ANNEXURE 3: INSTRUCTIONS ON SAMPLE PACKAGING AND TRANSPORT

*This is just visual representation. Use appropriate PPE and collection tubes as described earlier in this document

STEP 1: ARRANGING THE SAMPLE VIALS


STEP 2: ARRANGING THE PRIMARY VIALS WITHIN A STURDY, LEAK-PROOF SECONDARY CONTAINER





[Note: Sample vials can also be placed inside a zip-lock pouch, covered in absorbent material and secured by heat-sealing or rubber bands. Then, the zip-lock pouch should be placed inside another plastic pouch and secured.]

STEP 3: ARRANGING THE OUTER CONTAINER

 





ANNEXURE 4 -Advisory for International passengers • Travelers should AVOID:

a. Close contact with sick people, including those with skin lesions or genital lesions.

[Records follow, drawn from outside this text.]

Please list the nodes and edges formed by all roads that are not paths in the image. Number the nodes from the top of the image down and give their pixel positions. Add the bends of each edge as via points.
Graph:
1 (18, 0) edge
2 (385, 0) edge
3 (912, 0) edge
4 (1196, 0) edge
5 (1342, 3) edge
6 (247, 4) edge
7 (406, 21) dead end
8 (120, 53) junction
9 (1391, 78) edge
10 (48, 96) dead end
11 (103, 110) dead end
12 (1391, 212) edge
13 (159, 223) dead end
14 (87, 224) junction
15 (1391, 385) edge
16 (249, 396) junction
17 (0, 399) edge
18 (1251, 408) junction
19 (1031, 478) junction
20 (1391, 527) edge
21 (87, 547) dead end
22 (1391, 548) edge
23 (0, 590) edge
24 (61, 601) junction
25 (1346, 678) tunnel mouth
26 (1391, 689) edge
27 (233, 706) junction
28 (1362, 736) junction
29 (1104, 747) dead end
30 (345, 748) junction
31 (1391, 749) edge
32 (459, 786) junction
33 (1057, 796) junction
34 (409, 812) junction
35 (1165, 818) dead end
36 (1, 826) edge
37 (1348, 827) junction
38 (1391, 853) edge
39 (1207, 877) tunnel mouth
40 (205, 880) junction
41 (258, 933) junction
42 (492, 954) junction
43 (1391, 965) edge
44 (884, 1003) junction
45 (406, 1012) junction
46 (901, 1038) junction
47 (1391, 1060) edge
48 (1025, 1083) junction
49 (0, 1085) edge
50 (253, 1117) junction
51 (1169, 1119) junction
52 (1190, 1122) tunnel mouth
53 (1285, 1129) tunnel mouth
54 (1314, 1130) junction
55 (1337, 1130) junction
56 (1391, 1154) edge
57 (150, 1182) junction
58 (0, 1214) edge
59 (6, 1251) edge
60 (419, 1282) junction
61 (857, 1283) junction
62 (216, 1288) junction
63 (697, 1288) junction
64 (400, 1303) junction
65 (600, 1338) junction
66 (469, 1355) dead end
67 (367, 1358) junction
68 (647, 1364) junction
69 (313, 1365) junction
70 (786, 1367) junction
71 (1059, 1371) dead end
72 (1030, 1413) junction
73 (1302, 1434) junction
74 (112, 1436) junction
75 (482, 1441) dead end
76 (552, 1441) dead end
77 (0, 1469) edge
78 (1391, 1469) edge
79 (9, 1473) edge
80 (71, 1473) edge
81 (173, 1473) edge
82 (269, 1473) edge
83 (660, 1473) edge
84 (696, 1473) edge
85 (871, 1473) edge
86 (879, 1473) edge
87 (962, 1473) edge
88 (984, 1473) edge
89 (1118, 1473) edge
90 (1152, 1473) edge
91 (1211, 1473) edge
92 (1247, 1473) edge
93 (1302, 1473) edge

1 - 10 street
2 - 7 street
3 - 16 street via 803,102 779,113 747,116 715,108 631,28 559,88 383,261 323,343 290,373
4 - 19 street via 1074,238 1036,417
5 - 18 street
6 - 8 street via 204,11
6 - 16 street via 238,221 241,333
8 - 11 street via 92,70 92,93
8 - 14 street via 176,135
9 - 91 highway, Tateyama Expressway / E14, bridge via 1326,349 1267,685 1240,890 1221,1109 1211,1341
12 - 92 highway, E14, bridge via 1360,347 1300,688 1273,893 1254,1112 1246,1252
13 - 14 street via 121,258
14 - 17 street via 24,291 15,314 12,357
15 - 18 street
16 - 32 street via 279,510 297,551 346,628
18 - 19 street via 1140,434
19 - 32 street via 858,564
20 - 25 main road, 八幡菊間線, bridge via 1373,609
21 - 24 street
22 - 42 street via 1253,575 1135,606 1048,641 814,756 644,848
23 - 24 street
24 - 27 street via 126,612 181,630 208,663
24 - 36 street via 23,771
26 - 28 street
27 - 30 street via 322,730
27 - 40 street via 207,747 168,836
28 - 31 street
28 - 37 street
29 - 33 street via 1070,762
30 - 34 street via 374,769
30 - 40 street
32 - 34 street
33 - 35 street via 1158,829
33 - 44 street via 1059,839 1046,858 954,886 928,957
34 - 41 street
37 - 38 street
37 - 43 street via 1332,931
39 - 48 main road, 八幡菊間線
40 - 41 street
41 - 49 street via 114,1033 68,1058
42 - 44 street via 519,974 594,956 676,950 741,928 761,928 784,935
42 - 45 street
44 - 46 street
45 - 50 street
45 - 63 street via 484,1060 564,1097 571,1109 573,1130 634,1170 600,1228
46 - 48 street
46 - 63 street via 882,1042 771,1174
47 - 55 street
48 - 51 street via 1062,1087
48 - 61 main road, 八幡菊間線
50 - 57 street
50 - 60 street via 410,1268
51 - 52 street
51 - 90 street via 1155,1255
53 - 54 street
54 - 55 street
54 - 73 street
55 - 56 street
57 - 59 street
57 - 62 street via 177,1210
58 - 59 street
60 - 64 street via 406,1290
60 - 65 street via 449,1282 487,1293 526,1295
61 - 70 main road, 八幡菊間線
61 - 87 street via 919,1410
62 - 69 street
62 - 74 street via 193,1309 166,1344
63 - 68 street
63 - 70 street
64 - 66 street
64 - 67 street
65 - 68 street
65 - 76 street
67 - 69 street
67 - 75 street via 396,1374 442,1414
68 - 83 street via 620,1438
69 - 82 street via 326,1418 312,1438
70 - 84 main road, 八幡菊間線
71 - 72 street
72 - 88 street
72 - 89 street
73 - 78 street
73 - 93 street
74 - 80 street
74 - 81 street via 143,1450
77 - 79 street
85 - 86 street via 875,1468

b. Contact with dead or live wild animals such as small mammals including rodents (rats, squirrels) and non-human primates (monkeys, apes).

c. Eating or preparing meat from wild game (bushmeat) or using products derived from wild animals from Africa (creams, lotions, powders).

e. Contact with contaminated materials used by sick people (such as clothing, bedding, or materials used in healthcare settings) or that came into contact with infected animals.

• Consult the nearest health facility if you develop symptoms suggestive of monkeypox like fever with rash &

a. You were in an area where Monkeypox has been reported

b. You had contact with a person that might have had Monkeypox.

Role of APHOs/PHOs:

a. Remain in a state of alert, particularly for the passengers arriving from countries reporting monkeypox outbreaks,

b. Familiarize with clinical presentation of monkeypox,

c. Undertake strict thermal screening and history of travel to affected countries in the last 21 days,

d. Establish/strengthen referral arrangements from airport/port to identified link hospital.

e. Also, familiarize Bureau of Immigration personnel, airline personnel and any State health personnel deployed with them about the disease,

f. Inform concerned airlines about the detection of a suspect case for the purpose of disinfection procedure to be followed as per standard guidelines.